Isn't Florida rather humid? How does that go along with the aching bones?

A doctor was squirting cortisone out of the end of a very long looking needle, when he suggested I might be better to think about spending some time in the "dry heat" of Arizona, instead of getting jabbed with this needle every so often.

I asked if the needle was painful, he said "oh yea", and I scooted out of there with Arizona on my mind, or maybe Las Vegas.


----------



## andrewf (Mar 1, 2010)

kcowan said:


> There was a good article in the National Post by Patirica Lovett-Reid about their experience in buying a snowbird home in Naples Florida.
> http://www.nationalpost.com/related/topics/Second+home+about+dollars+sense/4741151/story.html
> She had run the numbers and concluded that it did not make sense.
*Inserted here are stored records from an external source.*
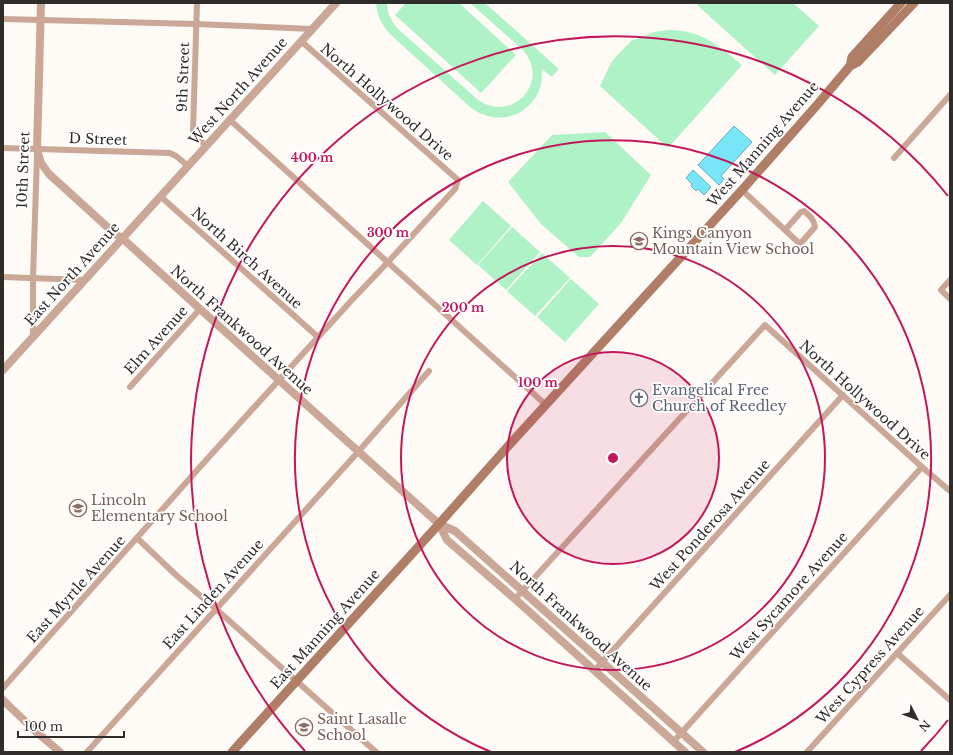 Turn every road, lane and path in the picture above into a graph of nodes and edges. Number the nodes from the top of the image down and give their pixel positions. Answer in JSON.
{"nodes":[{"id":1,"x":41,"y":3,"type":"edge"},
{"id":2,"x":197,"y":3,"type":"edge"},
{"id":3,"x":336,"y":3,"type":"edge"},
{"id":4,"x":901,"y":3,"type":"edge"},
{"id":5,"x":914,"y":3,"type":"edge"},
{"id":6,"x":3,"y":19,"type":"edge"},
{"id":7,"x":41,"y":20,"type":"junction"},
{"id":8,"x":196,"y":24,"type":"junction"},
{"id":9,"x":312,"y":29,"type":"junction"},
{"id":10,"x":301,"y":42,"type":"junction"},
{"id":11,"x":850,"y":66,"type":"junction"},
{"id":12,"x":950,"y":95,"type":"edge"},
{"id":13,"x":230,"y":120,"type":"junction"},
{"id":14,"x":206,"y":146,"type":"junction"},
{"id":15,"x":3,"y":148,"type":"edge"},
{"id":16,"x":37,"y":149,"type":"junction"},
{"id":17,"x":894,"y":158,"type":"dead end"},
{"id":18,"x":188,"y":166,"type":"junction"},
{"id":19,"x":458,"y":180,"type":"joint"},
{"id":20,"x":742,"y":190,"type":"junction"},
{"id":21,"x":160,"y":196,"type":"junction"},
{"id":22,"x":785,"y":230,"type":"junction"},
{"id":23,"x":122,"y":238,"type":"junction"},
{"id":24,"x":388,"y":262,"type":"junction"},
{"id":25,"x":3,"y":277,"type":"edge"},
{"id":26,"x":33,"y":278,"type":"junction"},
{"id":27,"x":84,"y":280,"type":"junction"},
{"id":28,"x":950,"y":280,"type":"edge"},
{"id":29,"x":950,"y":299,"type":"edge"},
{"id":30,"x":200,"y":309,"type":"junction"},
{"id":31,"x":33,"y":337,"type":"junction"},
{"id":32,"x":318,"y":337,"type":"junction"},
{"id":33,"x":3,"y":370,"type":"edge"},
{"id":34,"x":429,"y":371,"type":"dead end"},
{"id":35,"x":279,"y":380,"type":"junction"},
{"id":36,"x":130,"y":387,"type":"dead end"},
{"id":37,"x":843,"y":395,"type":"junction"},
{"id":38,"x":546,"y":405,"type":"junction"},
{"id":39,"x":358,"y":452,"type":"junction"},
{"id":40,"x":922,"y":467,"type":"junction"},
{"id":41,"x":950,"y":490,"type":"edge"},
{"id":42,"x":439,"y":524,"type":"junction"},
{"id":43,"x":137,"y":538,"type":"junction"},
{"id":44,"x":523,"y":591,"type":"junction"},
{"id":45,"x":950,"y":595,"type":"edge"},
{"id":46,"x":515,"y":599,"type":"junction"},
{"id":47,"x":216,"y":609,"type":"junction"},
{"id":48,"x":898,"y":653,"type":"junction"},
{"id":49,"x":602,"y":662,"type":"junction"},
{"id":50,"x":594,"y":670,"type":"junction"},
{"id":51,"x":297,"y":681,"type":"junction"},
{"id":52,"x":3,"y":688,"type":"edge"},
{"id":53,"x":3,"y":700,"type":"edge"},
{"id":54,"x":950,"y":700,"type":"edge"},
{"id":55,"x":681,"y":733,"type":"junction"},
{"id":56,"x":674,"y":741,"type":"junction"},
{"id":57,"x":60,"y":752,"type":"edge"},
{"id":58,"x":87,"y":752,"type":"edge"},
{"id":59,"x":232,"y":752,"type":"edge"},
{"id":60,"x":376,"y":752,"type":"edge"},
{"id":61,"x":686,"y":752,"type":"edge"},
{"id":62,"x":703,"y":752,"type":"edge"},
{"id":63,"x":808,"y":752,"type":"edge"}],
"edges":[{"from":1,"to":7,"type":"street","name":"10th Street"},
{"from":2,"to":8,"type":"street","name":"9th Street"},
{"from":3,"to":9,"type":"street","name":"West North Avenue"},
{"from":4,"to":11,"type":"main road","name":"West Manning Avenue"},
{"from":5,"to":11,"type":"main road","name":"West Manning Avenue"},
{"from":6,"to":7,"type":"street"},
{"from":7,"to":8,"type":"street"},
{"from":7,"to":16,"type":"street","name":"10th Street"},
{"from":8,"to":9,"type":"street"},
{"from":8,"to":14,"type":"street","name":"9th Street"},
{"from":9,"to":10,"type":"street","name":"West North Avenue"},
{"from":10,"to":13,"type":"street","name":"West North Avenue"},
{"from":10,"to":19,"type":"street","name":"North Hollywood Drive"},
{"from":11,"to":20,"type":"main road","name":"West Manning Avenue"},
{"from":12,"to":17,"type":"street"},
{"from":13,"to":14,"type":"street","name":"West North Avenue"},
{"from":13,"to":24,"type":"street"},
{"from":14,"to":18,"type":"street","name":"West North Avenue"},
{"from":15,"to":16,"type":"street","name":"D Street"},
{"from":16,"to":18,"type":"street","name":"D Street"},
{"from":16,"to":23,"type":"street","name":"North Frankwood Avenue"},
{"from":16,"to":26,"type":"street","name":"10th Street"},
{"from":18,"to":21,"type":"street","name":"West North Avenue"},
{"from":19,"to":24,"type":"street","name":"East Myrtle Avenue"},
{"from":20,"to":22,"type":"street"},
{"from":20,"to":38,"type":"main road","name":"West Manning Avenue"},
{"from":21,"to":23,"type":"street","name":"East North Avenue"},
{"from":21,"to":32,"type":"street","name":"North Birch Avenue"},
{"from":22,"to":22,"type":"street"},
{"from":23,"to":27,"type":"street","name":"East North Avenue"},
{"from":23,"to":30,"type":"street","name":"North Frankwood Avenue"},
{"from":24,"to":32,"type":"street","name":"East Myrtle Avenue"},
{"from":24,"to":38,"type":"street"},
{"from":25,"to":26,"type":"street"},
{"from":26,"to":27,"type":"street"},
{"from":26,"to":31,"type":"street","name":"10th Street"},
{"from":27,"to":31,"type":"street","name":"East North Avenue"},
{"from":28,"to":29,"type":"street"},
{"from":30,"to":35,"type":"street","name":"North Frankwood Avenue"},
{"from":30,"to":36,"type":"street","name":"Elm Avenue"},
{"from":31,"to":33,"type":"street","name":"East North Avenue"},
{"from":32,"to":35,"type":"street","name":"East Myrtle Avenue"},
{"from":34,"to":39,"type":"street","name":"East Linden Avenue"},
{"from":35,"to":39,"type":"street","name":"North Frankwood Avenue"},
{"from":35,"to":43,"type":"street","name":"East Myrtle Avenue"},
{"from":37,"to":40,"type":"street","name":"North Hollywood Drive"},
{"from":37,"to":44,"type":"street","name":"North Hollywood Drive"},
{"from":37,"to":49,"type":"street","name":"West Ponderosa Avenue"},
{"from":38,"to":42,"type":"main road","name":"West Manning Avenue"},
{"from":39,"to":42,"type":"street","name":"North Frankwood Avenue"},
{"from":39,"to":47,"type":"street","name":"East Linden Avenue"},
{"from":40,"to":41,"type":"street","name":"North Hollywood Drive"},
{"from":40,"to":55,"type":"street","name":"West Sycamore Avenue"},
{"from":42,"to":44,"type":"street","name":"North Frankwood Avenue"},
{"from":42,"to":46,"type":"street","name":"North Frankwood Avenue"},
{"from":42,"to":51,"type":"main road","name":"East Manning Avenue"},
{"from":43,"to":47,"type":"street"},
{"from":43,"to":52,"type":"street","name":"East Myrtle Avenue"},
{"from":44,"to":46,"type":"street"},
{"from":44,"to":49,"type":"street","name":"North Frankwood Avenue"},
{"from":45,"to":48,"type":"street","name":"West Cypress Avenue"},
{"from":46,"to":50,"type":"street","name":"North Frankwood Avenue"},
{"from":47,"to":51,"type":"street"},
{"from":47,"to":58,"type":"street","name":"East Linden Avenue"},
{"from":48,"to":54,"type":"street"},
{"from":48,"to":63,"type":"street","name":"West Cypress Avenue"},
{"from":49,"to":50,"type":"street","name":"West Ponderosa Avenue"},
{"from":49,"to":55,"type":"street","name":"North Frankwood Avenue"},
{"from":50,"to":56,"type":"street","name":"North Frankwood Avenue"},
{"from":51,"to":59,"type":"main road","name":"East Manning Avenue"},
{"from":51,"to":60,"type":"street"},
{"from":53,"to":57,"type":"street"},
{"from":55,"to":56,"type":"street","name":"West Sycamore Avenue"},
{"from":55,"to":62,"type":"street","name":"North Frankwood Avenue"},
{"from":56,"to":61,"type":"street","name":"North Frankwood Avenue"}]}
However, her husband, Jim Lovett, had arranged for the developer to lease back the house because it was the model home. So I sent her an email saying that the article was good but that she should have pointed out that the developer will have to withhold 30% of the payments to cover income tax liablility for a non-resident alien.
> 
> ...


Whenever I watch her program on BNN, I get the distinct impression that she's not very bright or well-informed. I don't know if this is just because it is scripted--some people don't come across well on television.


----------



## financialnoob (Feb 26, 2011)

sags said:


> Isn't Florida rather humid? How does that go along with the aching bones?
> 
> A doctor was squirting cortisone out of the end of a very long looking needle, when he suggested I might be better to think about spending some time in the "dry heat" of Arizona, instead of getting jabbed with this needle every so often.
> 
> I asked if the needle was painful, he said "oh yea", and I scooted out of there with Arizona on my mind, or maybe Las Vegas.


Just for a joke, we looked at Vegas and found really nice places for under $100K. The problem is lack of jobs, but for retirement, strongly leaning that way. Plus I can take up chain-smoking and slots as hobbies.
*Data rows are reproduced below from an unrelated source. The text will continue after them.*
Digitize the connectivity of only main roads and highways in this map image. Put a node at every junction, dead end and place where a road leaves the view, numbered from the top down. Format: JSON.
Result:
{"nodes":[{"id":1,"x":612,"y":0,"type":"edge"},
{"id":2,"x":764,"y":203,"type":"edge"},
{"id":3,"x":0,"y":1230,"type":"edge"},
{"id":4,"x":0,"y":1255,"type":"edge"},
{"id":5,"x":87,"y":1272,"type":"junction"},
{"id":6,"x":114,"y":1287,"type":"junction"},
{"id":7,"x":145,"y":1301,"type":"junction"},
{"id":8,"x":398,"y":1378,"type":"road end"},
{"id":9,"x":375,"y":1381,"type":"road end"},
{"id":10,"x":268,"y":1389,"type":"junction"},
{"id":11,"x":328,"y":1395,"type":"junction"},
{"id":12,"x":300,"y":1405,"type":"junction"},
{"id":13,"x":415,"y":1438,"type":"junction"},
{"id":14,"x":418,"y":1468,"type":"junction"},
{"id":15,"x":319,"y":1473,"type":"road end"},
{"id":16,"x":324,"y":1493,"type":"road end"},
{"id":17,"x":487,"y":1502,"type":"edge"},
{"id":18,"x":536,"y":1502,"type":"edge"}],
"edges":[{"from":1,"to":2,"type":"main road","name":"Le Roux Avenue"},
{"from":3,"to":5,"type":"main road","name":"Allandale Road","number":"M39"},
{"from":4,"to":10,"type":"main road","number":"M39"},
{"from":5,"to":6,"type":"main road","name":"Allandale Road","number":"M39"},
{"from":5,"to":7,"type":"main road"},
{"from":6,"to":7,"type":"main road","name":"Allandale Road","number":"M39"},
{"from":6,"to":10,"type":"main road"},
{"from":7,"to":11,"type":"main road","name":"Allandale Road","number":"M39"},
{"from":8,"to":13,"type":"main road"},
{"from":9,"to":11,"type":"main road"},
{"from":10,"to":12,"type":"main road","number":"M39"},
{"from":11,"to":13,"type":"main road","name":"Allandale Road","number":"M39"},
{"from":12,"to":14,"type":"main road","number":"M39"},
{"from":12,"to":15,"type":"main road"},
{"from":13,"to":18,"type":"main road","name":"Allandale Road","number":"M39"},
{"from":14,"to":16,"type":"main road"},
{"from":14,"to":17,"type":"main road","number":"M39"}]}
Arizona has similar climate, but as I'm not white, that could lead to other problems in that state.


----------



## Four Pillars (Apr 5, 2009)

I don't think the article was meant to be a complete guide to buying Florida real estate. The main point was the emotional vs financial factors in their decision making.

Including a pile of tax/reno facts would just turn people off. I thought it was fine the way it was.


----------



## LondonHomes (Dec 29, 2010)

kcowan said:


> Don't believe everything you read in the national papers!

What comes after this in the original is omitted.